Adobe Photoshop has removed a photo of a snow globe that it says was posted to Instagram by a user who was using a device that was not supported by the software.
The photo has been shared more than 3,500 times since being posted on Thursday, but it was not removed from the service until Thursday evening.
In a post on the Adobe blog, the company said that the user’s photo was posted on Instagram on July 15 and that the image had been removed after a brief investigation by Adobe and the appropriate parties.
“We were unable to find any other use for the photo,” the post said.
“While we do understand the concern that people may have, we take our responsibility to keep the community safe very seriously.”
Adobe added that it would update the image in its next update to reflect the latest version of the software, which is used by millions of users worldwide.
The company added that the “error occurred because of a software update.
If you have already updated to the latest software version, please contact Adobe for assistance.”

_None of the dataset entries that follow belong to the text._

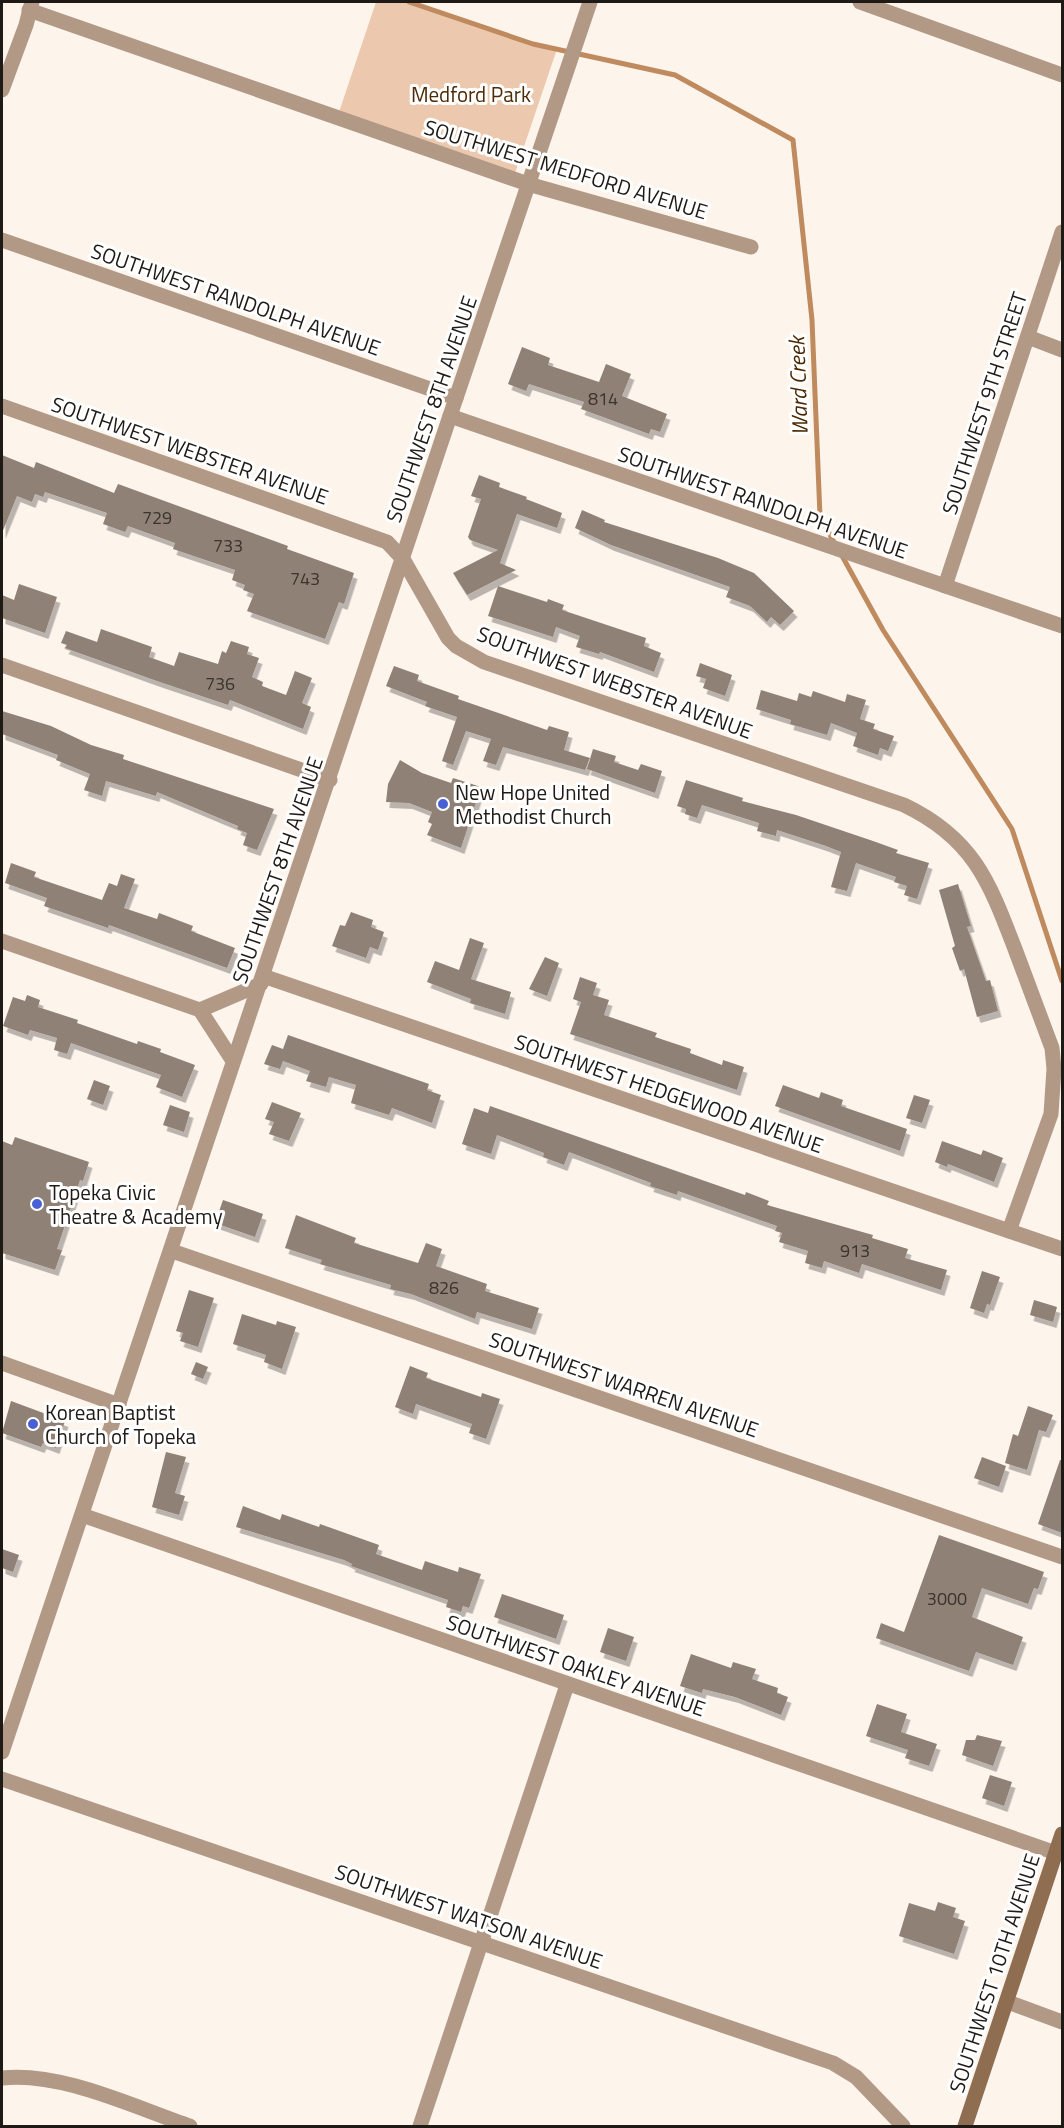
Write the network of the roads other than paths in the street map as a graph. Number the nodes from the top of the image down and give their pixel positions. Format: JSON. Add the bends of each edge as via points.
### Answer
{"nodes":[{"id":1,"x":860,"y":2,"type":"edge"},
{"id":2,"x":31,"y":6,"type":"edge"},
{"id":3,"x":589,"y":7,"type":"edge"},
{"id":4,"x":1062,"y":75,"type":"edge"},
{"id":5,"x":2,"y":90,"type":"edge"},
{"id":6,"x":528,"y":184,"type":"junction"},
{"id":7,"x":1062,"y":232,"type":"edge"},
{"id":8,"x":2,"y":240,"type":"edge"},
{"id":9,"x":751,"y":247,"type":"dead end"},
{"id":10,"x":1028,"y":338,"type":"junction"},
{"id":11,"x":1062,"y":350,"type":"edge"},
{"id":12,"x":456,"y":398,"type":"junction"},
{"id":13,"x":2,"y":406,"type":"edge"},
{"id":14,"x":450,"y":416,"type":"junction"},
{"id":15,"x":403,"y":559,"type":"junction"},
{"id":16,"x":945,"y":586,"type":"junction"},
{"id":17,"x":1062,"y":627,"type":"edge"},
{"id":18,"x":2,"y":665,"type":"edge"},
{"id":19,"x":330,"y":780,"type":"junction"},
{"id":20,"x":2,"y":941,"type":"edge"},
{"id":21,"x":262,"y":980,"type":"junction"},
{"id":22,"x":200,"y":1010,"type":"junction"},
{"id":23,"x":233,"y":1061,"type":"junction"},
{"id":24,"x":1009,"y":1231,"type":"junction"},
{"id":25,"x":1062,"y":1249,"type":"edge"},
{"id":26,"x":172,"y":1251,"type":"junction"},
{"id":27,"x":2,"y":1363,"type":"edge"},
{"id":28,"x":119,"y":1405,"type":"junction"},
{"id":29,"x":82,"y":1515,"type":"junction"},
{"id":30,"x":1062,"y":1557,"type":"edge"},
{"id":31,"x":567,"y":1685,"type":"junction"},
{"id":32,"x":2,"y":1752,"type":"edge"},
{"id":33,"x":2,"y":1779,"type":"edge"},
{"id":34,"x":1062,"y":1834,"type":"edge"},
{"id":35,"x":1056,"y":1853,"type":"junction"},
{"id":36,"x":481,"y":1942,"type":"junction"},
{"id":37,"x":1008,"y":2002,"type":"junction"},
{"id":38,"x":1062,"y":2022,"type":"edge"},
{"id":39,"x":2,"y":2078,"type":"edge"},
{"id":40,"x":190,"y":2127,"type":"edge"},
{"id":41,"x":420,"y":2127,"type":"edge"},
{"id":42,"x":903,"y":2127,"type":"edge"},
{"id":43,"x":964,"y":2127,"type":"edge"}],
"edges":[{"from":1,"to":4,"type":"street"},
{"from":2,"to":5,"type":"street"},
{"from":2,"to":6,"type":"street","name":"SOUTHWEST MEDFORD AVENUE"},
{"from":3,"to":6,"type":"street","name":"SOUTHWEST 8TH AVENUE"},
{"from":6,"to":9,"type":"street","name":"SOUTHWEST MEDFORD AVENUE"},
{"from":6,"to":12,"type":"street","name":"SOUTHWEST 8TH AVENUE"},
{"from":7,"to":10,"type":"street","name":"SOUTHWEST 9TH STREET"},
{"from":8,"to":12,"type":"street","name":"SOUTHWEST RANDOLPH AVENUE"},
{"from":10,"to":11,"type":"street"},
{"from":10,"to":16,"type":"street","name":"SOUTHWEST 9TH STREET"},
{"from":12,"to":14,"type":"street","name":"SOUTHWEST 8TH AVENUE"},
{"from":13,"to":15,"type":"street","name":"SOUTHWEST WEBSTER AVENUE","via":[[387,542]]},
{"from":14,"to":15,"type":"street","name":"SOUTHWEST 8TH AVENUE"},
{"from":14,"to":16,"type":"street","name":"SOUTHWEST RANDOLPH AVENUE"},
{"from":15,"to":19,"type":"street","name":"SOUTHWEST 8TH AVENUE"},
{"from":15,"to":24,"type":"street","name":"SOUTHWEST WEBSTER AVENUE","via":[[448,638],[466,653],[904,805],[929,817],[977,864],[992,888],[1052,1048],[1054,1069],[1051,1114]]},
{"from":16,"to":17,"type":"street","name":"SOUTHWEST RANDOLPH AVENUE"},
{"from":18,"to":19,"type":"street"},
{"from":19,"to":21,"type":"street","name":"SOUTHWEST 8TH AVENUE"},
{"from":20,"to":22,"type":"street"},
{"from":21,"to":22,"type":"street"},
{"from":21,"to":23,"type":"street","name":"SOUTHWEST 8TH AVENUE"},
{"from":21,"to":24,"type":"street","name":"SOUTHWEST HEDGEWOOD AVENUE"},
{"from":22,"to":23,"type":"street"},
{"from":23,"to":26,"type":"street","name":"SOUTHWEST 8TH AVENUE"},
{"from":24,"to":25,"type":"street","name":"SOUTHWEST HEDGEWOOD AVENUE"},
{"from":26,"to":28,"type":"street","name":"SOUTHWEST 8TH AVENUE"},
{"from":26,"to":30,"type":"street","name":"SOUTHWEST WARREN AVENUE"},
{"from":27,"to":28,"type":"street"},
{"from":28,"to":29,"type":"street","name":"SOUTHWEST 8TH AVENUE"},
{"from":29,"to":31,"type":"street","name":"SOUTHWEST OAKLEY AVENUE"},
{"from":29,"to":32,"type":"street","name":"SOUTHWEST 8TH AVENUE"},
{"from":31,"to":35,"type":"street","name":"SOUTHWEST OAKLEY AVENUE"},
{"from":31,"to":36,"type":"street"},
{"from":33,"to":36,"type":"street","name":"SOUTHWEST WATSON AVENUE"},
{"from":34,"to":35,"type":"main road","name":"SOUTHWEST 10TH AVENUE"},
{"from":35,"to":37,"type":"main road","name":"SOUTHWEST 10TH AVENUE"},
{"from":36,"to":41,"type":"street"},
{"from":36,"to":42,"type":"street","name":"SOUTHWEST WATSON AVENUE","via":[[832,2063],[856,2077]]},
{"from":37,"to":38,"type":"street"},
{"from":37,"to":43,"type":"main road","name":"SOUTHWEST 10TH AVENUE"},
{"from":39,"to":40,"type":"street","via":[[55,2080]]}]}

Users on social media were outraged.
Some users pointed out that Adobe had previously been sued for a similar error, and they also noted that the company had taken steps to prevent similar errors in the future.
“The image in question was taken from the Adobe Photoshop product, which has been widely used for decades.
We have been removing these images from our portfolio, which means that no one will be able to use them as an example,” a spokesperson for Adobe told TechCrunch.
The image was taken on a smartphone camera phone and posted on June 17.
The offending image was posted by an unknown person who has a Google+ profile.
The poster posted the image to Instagram with the caption “This is how you make it happen, make it a snowman,” according to the post.
The user posted the photo in response to a question asking what the most effective way to create a snowflake was.
“It’s a really cool trick,” the poster replied.
The post has since been deleted.
The software has long been known for its ability to create and share photos and other content with other users.
Its software is used in more than 90% of desktop browsers and in more then half of mobile devices.
Adobe previously apologized for the error, which was made by a security researcher working at the company’s Mountain View, California office.
The person who posted the picture has not been identified by the company.